Bircholas: trabajo de mujeres: explotación capitalista y opresión colonial entre las migrantes aymaras de La Paz y El Alto (2002, La Paz: Editorial Mama Huaco) es el siguiente mojón de su obra que quisiera resaltar. Publicado a principio del nuevo siglo, es una importante investigación de los trajines migrantes de mujeres que crean territorio comunitario en medio de la opresión colonial y la explotación capitalista. Un año después la cartografía migrante se trazará desde la perspectiva de la coca: Las fronteras de la coca: epistemologías coloniales y circuitos alternativos de la hoja de coca: el caso de la frontera boliviano-argentina (2003, La Paz: IDIS). Son dos circuitos que tienen sus conexiones y que comparten su epistemología fronteriza. Impulsora planetaria de la despenalización de la coca, Silvia mezcló de nuevo las temporalidades: tomó como objeto problemático el espacio mismo de la frontera, siguió los circuitos de la hoja que desafió al mercado colonial, mientras cultivaba su propia plantación, su cato de coca, propagaba la cocina con harina de coca (crepes, tortas y licuados energéticos) y fortalecía una red de cultivos para usos lícitos. En ese entonces, desarrolló parte de la campaña internacional de difusión de la coca como integrante del gobierno de Evo Morales por un breve tiempo. Hoy su postura es de crítica radical y puede leerse en un artículo que escribió y cuyo título anticipa el argumento: Mito y desarrollo en Bolivia. El giro colonial del gobierno del MAS (2015).

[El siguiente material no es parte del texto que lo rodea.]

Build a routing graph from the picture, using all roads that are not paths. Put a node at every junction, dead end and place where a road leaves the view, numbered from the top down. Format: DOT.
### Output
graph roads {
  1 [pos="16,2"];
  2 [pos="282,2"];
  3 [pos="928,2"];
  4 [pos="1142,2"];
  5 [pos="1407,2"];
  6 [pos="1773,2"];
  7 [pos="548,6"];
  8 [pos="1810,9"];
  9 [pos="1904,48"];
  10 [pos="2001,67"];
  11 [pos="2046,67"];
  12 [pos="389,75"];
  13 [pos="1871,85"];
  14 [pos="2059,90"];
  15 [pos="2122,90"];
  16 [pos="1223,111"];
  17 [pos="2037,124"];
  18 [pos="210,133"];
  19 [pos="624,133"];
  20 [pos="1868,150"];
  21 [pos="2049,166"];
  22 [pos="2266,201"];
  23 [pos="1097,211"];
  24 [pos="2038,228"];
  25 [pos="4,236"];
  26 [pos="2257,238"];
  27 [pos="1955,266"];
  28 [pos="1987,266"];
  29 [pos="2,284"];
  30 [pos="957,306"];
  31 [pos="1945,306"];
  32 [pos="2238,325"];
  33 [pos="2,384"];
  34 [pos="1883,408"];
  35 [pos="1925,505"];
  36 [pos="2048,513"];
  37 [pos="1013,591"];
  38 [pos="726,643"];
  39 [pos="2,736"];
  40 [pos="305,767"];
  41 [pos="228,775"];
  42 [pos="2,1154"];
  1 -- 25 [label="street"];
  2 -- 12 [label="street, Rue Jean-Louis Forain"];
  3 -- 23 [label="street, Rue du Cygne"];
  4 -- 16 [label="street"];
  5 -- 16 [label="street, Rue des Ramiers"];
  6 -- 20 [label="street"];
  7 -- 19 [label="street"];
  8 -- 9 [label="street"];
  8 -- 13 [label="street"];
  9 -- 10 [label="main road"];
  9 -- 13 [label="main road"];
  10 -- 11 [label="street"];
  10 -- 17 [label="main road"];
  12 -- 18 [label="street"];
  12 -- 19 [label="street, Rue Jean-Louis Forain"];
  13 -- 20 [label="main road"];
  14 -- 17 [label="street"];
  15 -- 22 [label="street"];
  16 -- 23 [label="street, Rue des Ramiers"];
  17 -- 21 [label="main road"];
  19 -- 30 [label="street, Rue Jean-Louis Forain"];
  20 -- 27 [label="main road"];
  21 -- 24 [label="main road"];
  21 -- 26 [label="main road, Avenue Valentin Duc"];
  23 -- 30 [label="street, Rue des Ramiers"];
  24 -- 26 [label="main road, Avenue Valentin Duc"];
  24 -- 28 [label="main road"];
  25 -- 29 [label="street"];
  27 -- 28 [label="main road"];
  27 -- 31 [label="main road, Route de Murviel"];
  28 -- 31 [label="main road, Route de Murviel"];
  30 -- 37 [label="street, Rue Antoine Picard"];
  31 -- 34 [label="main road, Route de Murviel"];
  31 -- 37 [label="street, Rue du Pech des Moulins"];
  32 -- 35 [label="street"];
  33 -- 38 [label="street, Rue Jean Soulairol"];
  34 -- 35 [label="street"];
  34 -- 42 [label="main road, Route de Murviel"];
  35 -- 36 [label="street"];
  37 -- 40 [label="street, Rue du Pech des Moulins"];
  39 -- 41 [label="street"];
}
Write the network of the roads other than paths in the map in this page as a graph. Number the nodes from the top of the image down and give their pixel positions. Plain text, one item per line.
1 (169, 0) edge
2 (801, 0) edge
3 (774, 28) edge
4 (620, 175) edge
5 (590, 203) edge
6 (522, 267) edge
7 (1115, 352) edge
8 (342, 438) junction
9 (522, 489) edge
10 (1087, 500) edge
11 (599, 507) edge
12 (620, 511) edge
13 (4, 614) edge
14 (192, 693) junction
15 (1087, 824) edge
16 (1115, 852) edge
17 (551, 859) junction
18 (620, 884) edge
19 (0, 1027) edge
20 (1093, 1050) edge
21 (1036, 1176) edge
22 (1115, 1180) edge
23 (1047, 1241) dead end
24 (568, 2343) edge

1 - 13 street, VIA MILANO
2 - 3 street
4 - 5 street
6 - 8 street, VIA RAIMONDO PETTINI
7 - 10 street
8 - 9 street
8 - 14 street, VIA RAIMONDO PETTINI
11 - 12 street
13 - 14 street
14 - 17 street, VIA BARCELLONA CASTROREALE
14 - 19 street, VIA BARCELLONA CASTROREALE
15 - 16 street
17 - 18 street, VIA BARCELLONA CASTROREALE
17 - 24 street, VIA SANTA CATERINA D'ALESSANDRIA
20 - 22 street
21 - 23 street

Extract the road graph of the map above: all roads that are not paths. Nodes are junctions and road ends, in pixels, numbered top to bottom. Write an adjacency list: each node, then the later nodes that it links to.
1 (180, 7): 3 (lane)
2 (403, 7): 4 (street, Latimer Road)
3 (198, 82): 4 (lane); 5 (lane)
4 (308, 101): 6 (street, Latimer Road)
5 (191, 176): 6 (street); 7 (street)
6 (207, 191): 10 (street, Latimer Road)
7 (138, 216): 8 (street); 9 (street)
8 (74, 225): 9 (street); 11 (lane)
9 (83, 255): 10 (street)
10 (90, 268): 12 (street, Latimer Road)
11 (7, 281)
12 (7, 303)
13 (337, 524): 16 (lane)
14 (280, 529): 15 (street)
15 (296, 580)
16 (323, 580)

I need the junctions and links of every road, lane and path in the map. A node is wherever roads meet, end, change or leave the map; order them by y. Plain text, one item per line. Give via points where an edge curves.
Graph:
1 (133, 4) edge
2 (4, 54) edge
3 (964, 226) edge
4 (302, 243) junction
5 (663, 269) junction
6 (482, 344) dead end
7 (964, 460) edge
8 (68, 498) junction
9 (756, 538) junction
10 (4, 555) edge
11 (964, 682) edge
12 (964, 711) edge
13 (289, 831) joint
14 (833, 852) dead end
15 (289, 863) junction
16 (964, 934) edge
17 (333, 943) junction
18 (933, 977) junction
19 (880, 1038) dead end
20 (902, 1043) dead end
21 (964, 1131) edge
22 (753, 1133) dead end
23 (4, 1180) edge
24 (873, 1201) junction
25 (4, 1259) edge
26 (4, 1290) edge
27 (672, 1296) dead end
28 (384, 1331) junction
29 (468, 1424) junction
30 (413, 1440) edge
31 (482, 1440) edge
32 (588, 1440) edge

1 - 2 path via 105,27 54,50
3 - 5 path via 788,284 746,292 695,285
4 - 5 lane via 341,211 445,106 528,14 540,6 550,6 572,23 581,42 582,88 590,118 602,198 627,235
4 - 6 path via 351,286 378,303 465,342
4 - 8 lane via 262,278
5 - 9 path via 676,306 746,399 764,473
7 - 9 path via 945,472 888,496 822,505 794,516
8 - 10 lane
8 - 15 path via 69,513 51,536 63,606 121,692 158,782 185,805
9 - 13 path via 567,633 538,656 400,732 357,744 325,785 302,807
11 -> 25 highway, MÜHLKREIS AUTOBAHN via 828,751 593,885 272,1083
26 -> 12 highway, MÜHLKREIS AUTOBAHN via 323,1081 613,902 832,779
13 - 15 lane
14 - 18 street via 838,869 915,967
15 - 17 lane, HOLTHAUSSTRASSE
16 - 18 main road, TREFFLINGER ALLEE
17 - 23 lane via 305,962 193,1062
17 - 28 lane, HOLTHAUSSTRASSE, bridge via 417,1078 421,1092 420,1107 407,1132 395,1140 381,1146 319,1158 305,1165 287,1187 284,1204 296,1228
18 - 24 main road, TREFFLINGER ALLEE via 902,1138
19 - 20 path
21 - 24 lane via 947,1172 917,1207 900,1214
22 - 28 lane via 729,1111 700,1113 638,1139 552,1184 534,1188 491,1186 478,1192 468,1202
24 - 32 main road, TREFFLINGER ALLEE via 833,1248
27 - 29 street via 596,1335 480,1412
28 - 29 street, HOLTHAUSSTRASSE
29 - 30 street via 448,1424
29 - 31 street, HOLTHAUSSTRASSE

No se entiende la deriva de su trabajo sin el tiempo espiralado o, mejor dicho, hojaldrado en el que se encuentran trajines y fronteras: “Luego vivo en las yungas del ‘92 al ‘94. Ahí empiezo a ver un proceso de deriva con respecto a los viejos esquemas de la izquierda, de una rapidísima reconversión de la izquierda a un discurso indianista. Ahí surge el discurso de lo originario, del cual ya en ese momento reniego, y me pregunto quiénes quieren ver a los indios en un museo o en una jaula como especies en extinción” (2010).
En estos ires y venires teóricos y prácticos, vericuetos biográficos y colectivos, es cómo se forja teoría anti-colonial desde el Sur. Por eso hay que remarcar que la primera traducción al castellano de los debates poscoloniales provenientes de la Escuela de Estudios Subalternos de la India se hizo en Bolivia, en una compilación a cargo de la propia Silvia junto a Rossana Barragán. En 1997, ellas publican Debates Post Coloniales. Una introducción a los Estudios de la Subalternidad, (La Paz: Historia-Sephis-Aruwiyiri). Una intervención pionera y parte de una estrategia teórica para ampliar los argumentos contra un multiculturalismo neoliberal que se imponía como política estatal y que se proponía oficialmente como solución a los problemas de colonialismo interno. Ese horizonte largo de debates y rebeliones, que permite abrir archivos e investigar en tiempos no lineales, es el que le permite a Silvia desacomodar las categorías y sacarle la moda que le imprimen cierta consagración académica: “Lo poscolonial es un deseo, lo anti-colonial una lucha y lo decolonial un neologismo de moda antipático”, dice mientras charlamos en las calles de Buenos Aires.
Ese desacato la salva de hacer de la teoría anti-colonial una cuestión culpabilizadora: “Hay que profundizar y radicalizar la diferencia: en, con y contra lxs subalternxs”, desafía. Esta es una fórmula que permite sortear también la relación perversa que se construye cuando la estructura es “el resentimiento indígena y la culpa del no-indígena”, que funciona –argumenta Silvia– como base afectiva del populismo cuando éste se embandera en el discurso “ornamental” de lo “originario” (2015). No se trata simplemente de “invertir la jerarquía sin tocar el dualismo (Guha dixit)” entre colonizador-colonizadx y usar la muletilla del eurocentrismo para construir nuevos binarismos límpidos. Este movimiento desclasificatorio que Silvia detalla es el que permite incluso entender los “procesos de blanqueamiento como estrategias de sobrevivencia: hay que leer ahí quién se apropia de la fuerza y no quién se regodea en la lástima o quién deja de ser puro”. De ahí, también, la fuerza de los lenguajes combinatorios junto a la capacidad de enfrentar la contingencia e integrar lo ajeno. Lo originario, bajo esta perspectiva, no puede ser un argumento de purismo.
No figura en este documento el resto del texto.